Task item: From the data, return each line holding the word "name".

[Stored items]
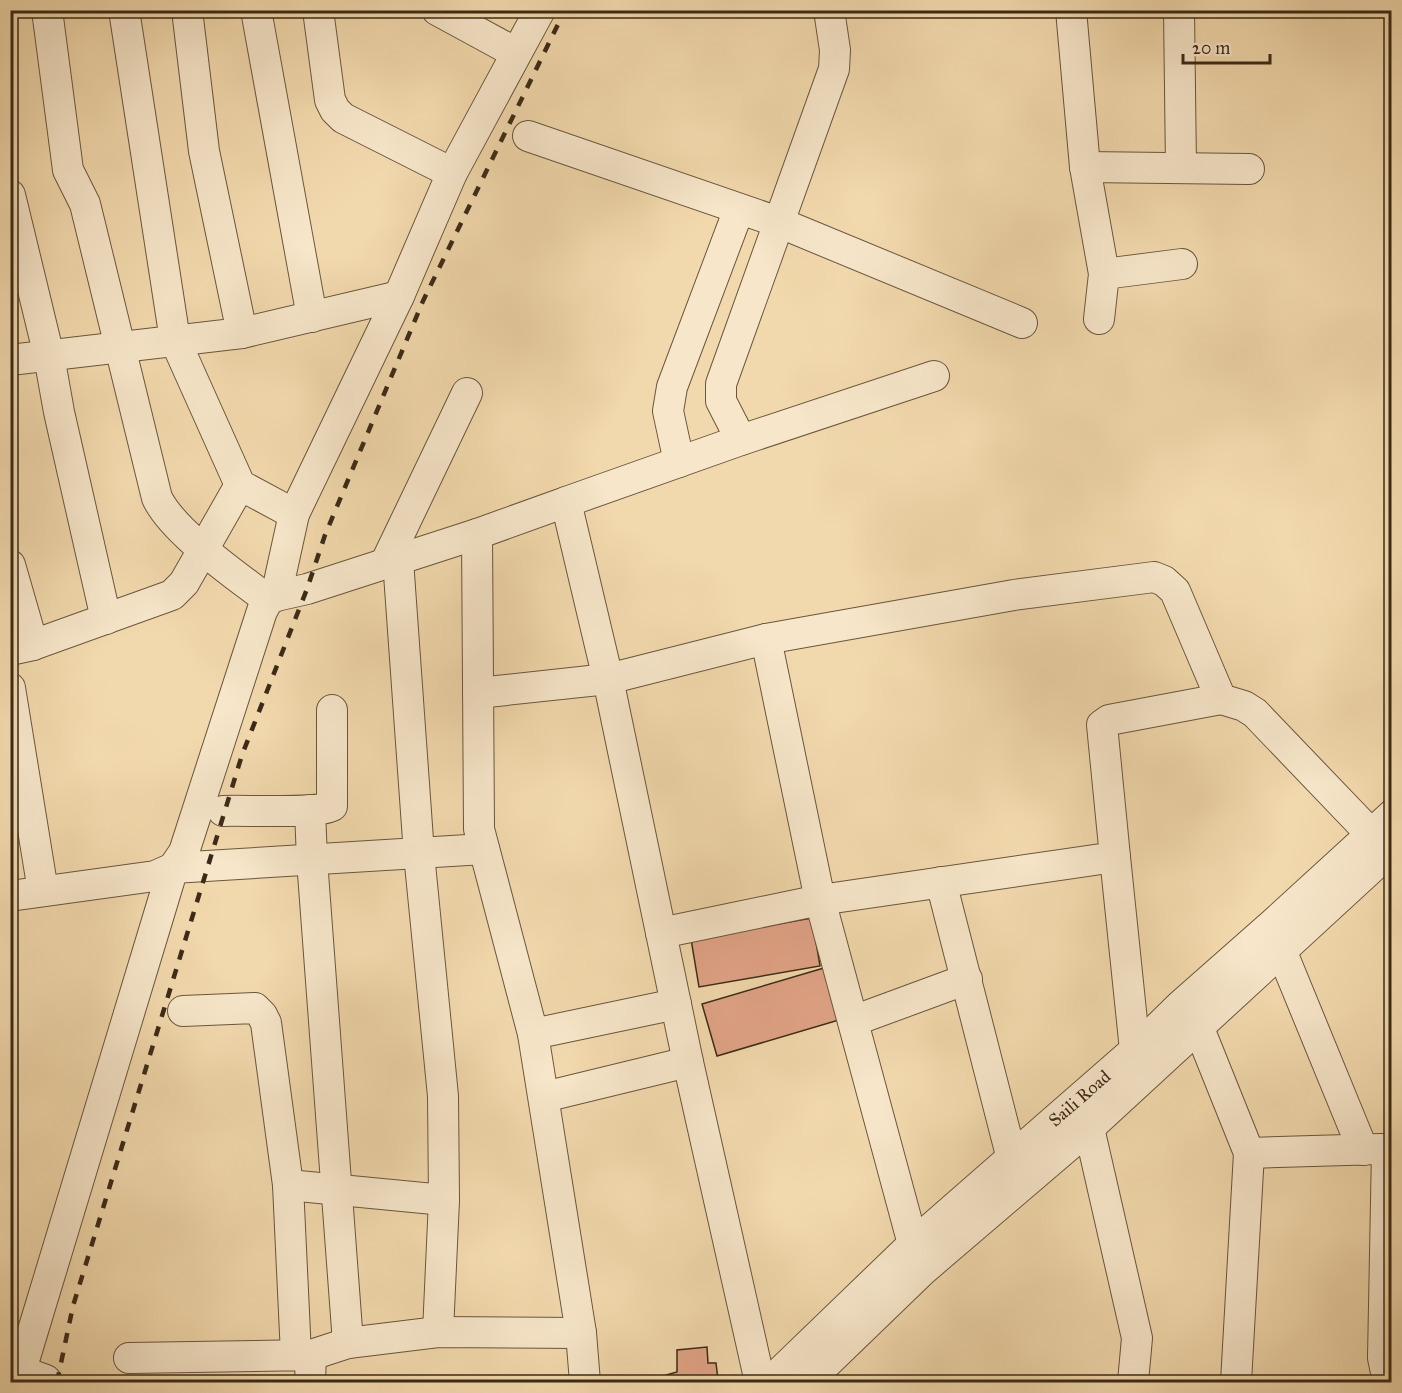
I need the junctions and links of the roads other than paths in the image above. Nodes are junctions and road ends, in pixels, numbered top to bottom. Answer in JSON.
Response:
{"nodes":[{"id":1,"x":47,"y":10,"type":"edge"},
{"id":2,"x":124,"y":10,"type":"edge"},
{"id":3,"x":187,"y":10,"type":"edge"},
{"id":4,"x":256,"y":10,"type":"edge"},
{"id":5,"x":318,"y":10,"type":"edge"},
{"id":6,"x":436,"y":10,"type":"edge"},
{"id":7,"x":540,"y":10,"type":"edge"},
{"id":8,"x":829,"y":10,"type":"edge"},
{"id":9,"x":1071,"y":10,"type":"edge"},
{"id":10,"x":1179,"y":10,"type":"edge"},
{"id":11,"x":516,"y":53,"type":"junction"},
{"id":12,"x":528,"y":136,"type":"dead end"},
{"id":13,"x":1085,"y":167,"type":"junction"},
{"id":14,"x":1181,"y":168,"type":"junction"},
{"id":15,"x":1249,"y":169,"type":"dead end"},
{"id":16,"x":452,"y":172,"type":"junction"},
{"id":17,"x":10,"y":195,"type":"edge"},
{"id":18,"x":739,"y":209,"type":"junction"},
{"id":19,"x":778,"y":222,"type":"junction"},
{"id":20,"x":1182,"y":264,"type":"dead end"},
{"id":21,"x":1104,"y":274,"type":"junction"},
{"id":22,"x":399,"y":297,"type":"junction"},
{"id":23,"x":312,"y":317,"type":"junction"},
{"id":24,"x":1099,"y":319,"type":"dead end"},
{"id":25,"x":1022,"y":323,"type":"dead end"},
{"id":26,"x":242,"y":333,"type":"junction"},
{"id":27,"x":175,"y":340,"type":"junction"},
{"id":28,"x":121,"y":347,"type":"junction"},
{"id":29,"x":49,"y":356,"type":"junction"},
{"id":30,"x":10,"y":360,"type":"edge"},
{"id":31,"x":934,"y":376,"type":"dead end"},
{"id":32,"x":466,"y":393,"type":"dead end"},
{"id":33,"x":741,"y":440,"type":"junction"},
{"id":34,"x":679,"y":462,"type":"junction"},
{"id":35,"x":240,"y":485,"type":"junction"},
{"id":36,"x":566,"y":502,"type":"junction"},
{"id":37,"x":294,"y":514,"type":"junction"},
{"id":38,"x":477,"y":534,"type":"junction"},
{"id":39,"x":203,"y":549,"type":"junction"},
{"id":40,"x":392,"y":562,"type":"junction"},
{"id":41,"x":10,"y":565,"type":"edge"},
{"id":42,"x":272,"y":598,"type":"junction"},
{"id":43,"x":106,"y":619,"type":"junction"},
{"id":44,"x":766,"y":639,"type":"junction"},
{"id":45,"x":22,"y":648,"type":"edge"},
{"id":46,"x":608,"y":679,"type":"junction"},
{"id":47,"x":10,"y":688,"type":"edge"},
{"id":48,"x":478,"y":693,"type":"junction"},
{"id":49,"x":1221,"y":699,"type":"junction"},
{"id":50,"x":332,"y":710,"type":"dead end"},
{"id":51,"x":310,"y":810,"type":"junction"},
{"id":52,"x":223,"y":811,"type":"dead end"},
{"id":53,"x":1385,"y":833,"type":"edge"},
{"id":54,"x":484,"y":849,"type":"junction"},
{"id":55,"x":419,"y":854,"type":"junction"},
{"id":56,"x":1115,"y":857,"type":"junction"},
{"id":57,"x":312,"y":860,"type":"junction"},
{"id":58,"x":173,"y":868,"type":"junction"},
{"id":59,"x":941,"y":882,"type":"junction"},
{"id":60,"x":43,"y":891,"type":"junction"},
{"id":61,"x":10,"y":896,"type":"edge"},
{"id":62,"x":820,"y":900,"type":"junction"},
{"id":63,"x":661,"y":933,"type":"junction"},
{"id":64,"x":1281,"y":950,"type":"junction"},
{"id":65,"x":967,"y":979,"type":"junction"},
{"id":66,"x":676,"y":1004,"type":"junction"},
{"id":67,"x":183,"y":1011,"type":"dead end"},
{"id":68,"x":1190,"y":1015,"type":"junction"},
{"id":69,"x":854,"y":1021,"type":"junction"},
{"id":70,"x":533,"y":1034,"type":"junction"},
{"id":71,"x":1134,"y":1050,"type":"junction"},
{"id":72,"x":688,"y":1062,"type":"junction"},
{"id":73,"x":544,"y":1097,"type":"junction"},
{"id":74,"x":1089,"y":1128,"type":"junction"},
{"id":75,"x":1380,"y":1149,"type":"edge"},
{"id":76,"x":1249,"y":1153,"type":"junction"},
{"id":77,"x":1012,"y":1158,"type":"junction"},
{"id":78,"x":288,"y":1185,"type":"junction"},
{"id":79,"x":338,"y":1191,"type":"junction"},
{"id":80,"x":444,"y":1200,"type":"junction"},
{"id":81,"x":913,"y":1244,"type":"junction"},
{"id":82,"x":438,"y":1332,"type":"junction"},
{"id":83,"x":581,"y":1333,"type":"junction"},
{"id":84,"x":348,"y":1343,"type":"junction"},
{"id":85,"x":129,"y":1358,"type":"dead end"},
{"id":86,"x":306,"y":1364,"type":"edge"},
{"id":87,"x":12,"y":1368,"type":"edge"},
{"id":88,"x":231,"y":1369,"type":"edge"},
{"id":89,"x":46,"y":1383,"type":"edge"},
{"id":90,"x":585,"y":1383,"type":"edge"},
{"id":91,"x":760,"y":1383,"type":"edge"},
{"id":92,"x":770,"y":1383,"type":"edge"},
{"id":93,"x":807,"y":1383,"type":"edge"},
{"id":94,"x":1133,"y":1383,"type":"edge"},
{"id":95,"x":1236,"y":1383,"type":"edge"},
{"id":96,"x":1388,"y":1383,"type":"edge"}],
"edges":[{"from":1,"to":28,"type":"street"},
{"from":2,"to":27,"type":"street"},
{"from":3,"to":26,"type":"street"},
{"from":4,"to":23,"type":"street"},
{"from":5,"to":16,"type":"street"},
{"from":6,"to":11,"type":"street"},
{"from":7,"to":11,"type":"street"},
{"from":8,"to":19,"type":"street"},
{"from":9,"to":13,"type":"street"},
{"from":10,"to":14,"type":"street"},
{"from":11,"to":16,"type":"street"},
{"from":12,"to":18,"type":"street"},
{"from":13,"to":14,"type":"street"},
{"from":13,"to":21,"type":"street"},
{"from":14,"to":15,"type":"street"},
{"from":16,"to":22,"type":"street"},
{"from":17,"to":29,"type":"street"},
{"from":18,"to":19,"type":"street"},
{"from":18,"to":34,"type":"street"},
{"from":19,"to":25,"type":"street"},
{"from":19,"to":33,"type":"street"},
{"from":20,"to":21,"type":"street"},
{"from":21,"to":24,"type":"street"},
{"from":22,"to":23,"type":"street"},
{"from":22,"to":37,"type":"street"},
{"from":23,"to":26,"type":"street"},
{"from":26,"to":27,"type":"street"},
{"from":27,"to":28,"type":"street"},
{"from":27,"to":35,"type":"street"},
{"from":28,"to":29,"type":"street"},
{"from":28,"to":39,"type":"street"},
{"from":29,"to":30,"type":"street"},
{"from":29,"to":43,"type":"street"},
{"from":31,"to":33,"type":"street"},
{"from":32,"to":40,"type":"street"},
{"from":33,"to":34,"type":"street"},
{"from":34,"to":36,"type":"street"},
{"from":35,"to":37,"type":"street"},
{"from":35,"to":39,"type":"street"},
{"from":36,"to":38,"type":"street"},
{"from":36,"to":46,"type":"street"},
{"from":37,"to":42,"type":"street"},
{"from":38,"to":40,"type":"street"},
{"from":38,"to":48,"type":"street"},
{"from":39,"to":42,"type":"street"},
{"from":39,"to":43,"type":"street"},
{"from":40,"to":42,"type":"street"},
{"from":40,"to":55,"type":"street"},
{"from":41,"to":45,"type":"street"},
{"from":42,"to":58,"type":"street"},
{"from":43,"to":45,"type":"street"},
{"from":44,"to":46,"type":"street"},
{"from":44,"to":49,"type":"street"},
{"from":44,"to":62,"type":"street"},
{"from":46,"to":48,"type":"street"},
{"from":46,"to":63,"type":"street"},
{"from":47,"to":60,"type":"street"},
{"from":48,"to":54,"type":"street"},
{"from":49,"to":53,"type":"street"},
{"from":49,"to":56,"type":"street"},
{"from":50,"to":51,"type":"street"},
{"from":51,"to":52,"type":"street"},
{"from":51,"to":57,"type":"street"},
{"from":53,"to":64,"type":"street"},
{"from":53,"to":68,"type":"street","name":"Saili Road"},
{"from":54,"to":55,"type":"street"},
{"from":54,"to":70,"type":"street"},
{"from":55,"to":57,"type":"street"},
{"from":55,"to":80,"type":"street"},
{"from":56,"to":59,"type":"street"},
{"from":56,"to":71,"type":"street"},
{"from":57,"to":58,"type":"street"},
{"from":57,"to":79,"type":"street"},
{"from":58,"to":60,"type":"street"},
{"from":58,"to":87,"type":"street"},
{"from":59,"to":62,"type":"street"},
{"from":59,"to":65,"type":"street"},
{"from":60,"to":61,"type":"street"},
{"from":62,"to":63,"type":"street"},
{"from":62,"to":69,"type":"street"},
{"from":63,"to":66,"type":"street"},
{"from":64,"to":68,"type":"street"},
{"from":64,"to":75,"type":"street"},
{"from":65,"to":69,"type":"street"},
{"from":65,"to":77,"type":"street"},
{"from":66,"to":70,"type":"street"},
{"from":66,"to":72,"type":"street"},
{"from":67,"to":78,"type":"street"},
{"from":68,"to":71,"type":"street","name":"Saili Road"},
{"from":68,"to":74,"type":"street"},
{"from":68,"to":76,"type":"street"},
{"from":69,"to":81,"type":"street"},
{"from":70,"to":73,"type":"street"},
{"from":71,"to":77,"type":"street","name":"Saili Road"},
{"from":72,"to":73,"type":"street"},
{"from":72,"to":91,"type":"street"},
{"from":73,"to":83,"type":"street"},
{"from":74,"to":93,"type":"street"},
{"from":74,"to":94,"type":"street"},
{"from":75,"to":76,"type":"street"},
{"from":75,"to":96,"type":"street"},
{"from":76,"to":95,"type":"street"},
{"from":77,"to":81,"type":"street","name":"Saili Road"},
{"from":78,"to":79,"type":"street"},
{"from":78,"to":86,"type":"street"},
{"from":79,"to":80,"type":"street"},
{"from":79,"to":84,"type":"street"},
{"from":80,"to":82,"type":"street"},
{"from":81,"to":92,"type":"street","name":"Saili Road"},
{"from":82,"to":83,"type":"street"},
{"from":82,"to":84,"type":"street"},
{"from":83,"to":90,"type":"street"},
{"from":84,"to":86,"type":"street"},
{"from":85,"to":88,"type":"street"},
{"from":86,"to":88,"type":"street"},
{"from":87,"to":89,"type":"street"}]}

Answer for the task:
{"from":53,"to":68,"type":"street","name":"Saili Road"},
{"from":68,"to":71,"type":"street","name":"Saili Road"},
{"from":71,"to":77,"type":"street","name":"Saili Road"},
{"from":77,"to":81,"type":"street","name":"Saili Road"},
{"from":81,"to":92,"type":"street","name":"Saili Road"},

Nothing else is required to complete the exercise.